> Task prompt
In your copy, repeat the records exactly and leave out the pictures.

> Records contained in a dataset

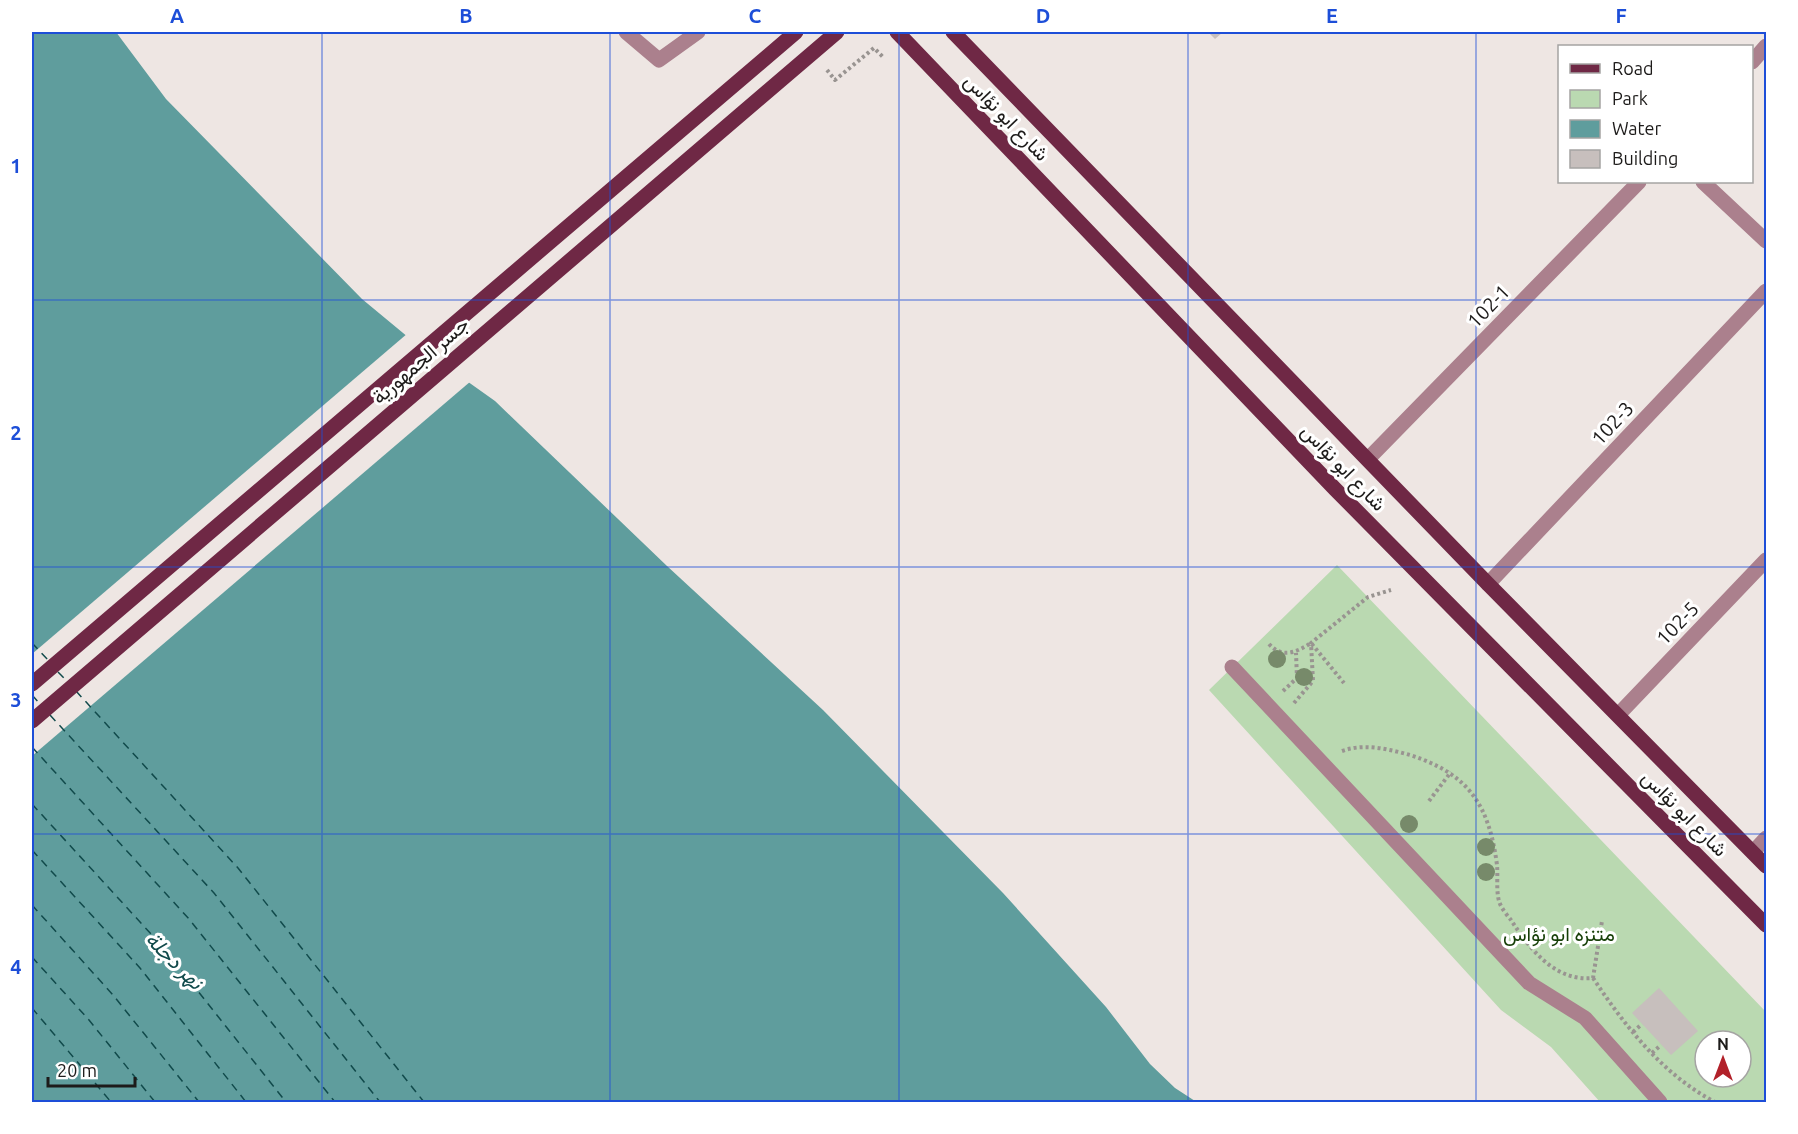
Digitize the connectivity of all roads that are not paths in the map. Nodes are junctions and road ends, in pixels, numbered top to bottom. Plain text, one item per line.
1 (626, 32) edge
2 (698, 32) edge
3 (796, 32) edge
4 (837, 32) edge
5 (897, 32) edge
6 (952, 32) edge
7 (1767, 46) edge
8 (1753, 61) edge
9 (1638, 183) edge
10 (1704, 183) edge
11 (1767, 242) edge
12 (1767, 291) edge
13 (1368, 459) junction
14 (1767, 560) edge
15 (1488, 584) junction
16 (1232, 668) dead end
17 (32, 684) edge
18 (1618, 715) junction
19 (32, 721) edge
20 (1767, 838) edge
21 (1753, 852) junction
22 (1767, 866) edge
23 (1767, 925) edge
24 (1660, 1102) edge

1 - 2 street
3 - 17 main road, جسر الجمهورية
4 - 19 main road, جسر الجمهورية
5 - 23 main road, شارع ابو نؤاس
6 - 13 main road, شارع ابو نؤاس
7 - 8 street
9 - 13 street, 102-1
10 - 11 street
12 - 15 street, 102-3
13 - 15 main road, شارع ابو نؤاس
14 - 18 street, 102-5
15 - 18 main road, شارع ابو نؤاس
16 - 24 street
18 - 21 main road, شارع ابو نؤاس
20 - 21 street
21 - 22 main road, شارع ابو نؤاس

> Output of the exercise
Digitize the connectivity of all roads that are not paths in the map. Nodes are junctions and road ends, in pixels, numbered top to bottom. Plain text, one item per line.
1 (626, 32) edge
2 (698, 32) edge
3 (796, 32) edge
4 (837, 32) edge
5 (897, 32) edge
6 (952, 32) edge
7 (1767, 46) edge
8 (1753, 61) edge
9 (1638, 183) edge
10 (1704, 183) edge
11 (1767, 242) edge
12 (1767, 291) edge
13 (1368, 459) junction
14 (1767, 560) edge
15 (1488, 584) junction
16 (1232, 668) dead end
17 (32, 684) edge
18 (1618, 715) junction
19 (32, 721) edge
20 (1767, 838) edge
21 (1753, 852) junction
22 (1767, 866) edge
23 (1767, 925) edge
24 (1660, 1102) edge

1 - 2 street
3 - 17 main road, جسر الجمهورية
4 - 19 main road, جسر الجمهورية
5 - 23 main road, شارع ابو نؤاس
6 - 13 main road, شارع ابو نؤاس
7 - 8 street
9 - 13 street, 102-1
10 - 11 street
12 - 15 street, 102-3
13 - 15 main road, شارع ابو نؤاس
14 - 18 street, 102-5
15 - 18 main road, شارع ابو نؤاس
16 - 24 street
18 - 21 main road, شارع ابو نؤاس
20 - 21 street
21 - 22 main road, شارع ابو نؤاس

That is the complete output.